Directions: Scan the data below and pick out the lines containing the word "pinky".

Data for review:

· · · · · · ·

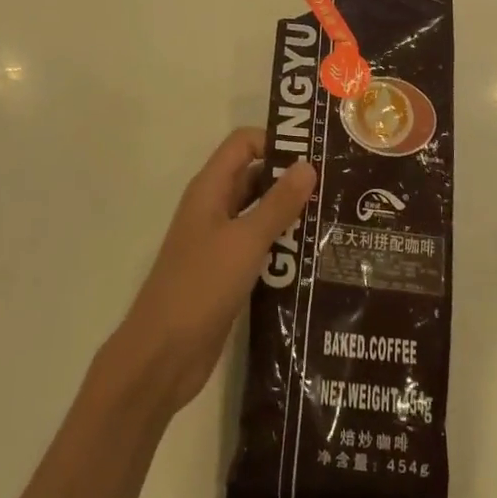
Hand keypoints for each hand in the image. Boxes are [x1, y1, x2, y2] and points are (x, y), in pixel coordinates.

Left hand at [111, 128, 316, 415]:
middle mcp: (214, 208)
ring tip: (334, 219)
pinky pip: (258, 246)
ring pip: (259, 213)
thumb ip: (277, 203)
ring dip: (290, 214)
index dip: (275, 141)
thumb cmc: (200, 286)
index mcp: (210, 189)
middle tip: (334, 186)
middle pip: (254, 176)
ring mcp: (219, 242)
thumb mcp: (245, 241)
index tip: (314, 154)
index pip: (243, 144)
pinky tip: (314, 257)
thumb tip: (308, 164)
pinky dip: (282, 246)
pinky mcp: (226, 273)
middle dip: (290, 178)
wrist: (162, 356)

· · · · · · ·

Task response:
pinky pip: (258, 246)
pinky tip: (314, 257)
pinky dip: (282, 246)
pinky mcp: (226, 273)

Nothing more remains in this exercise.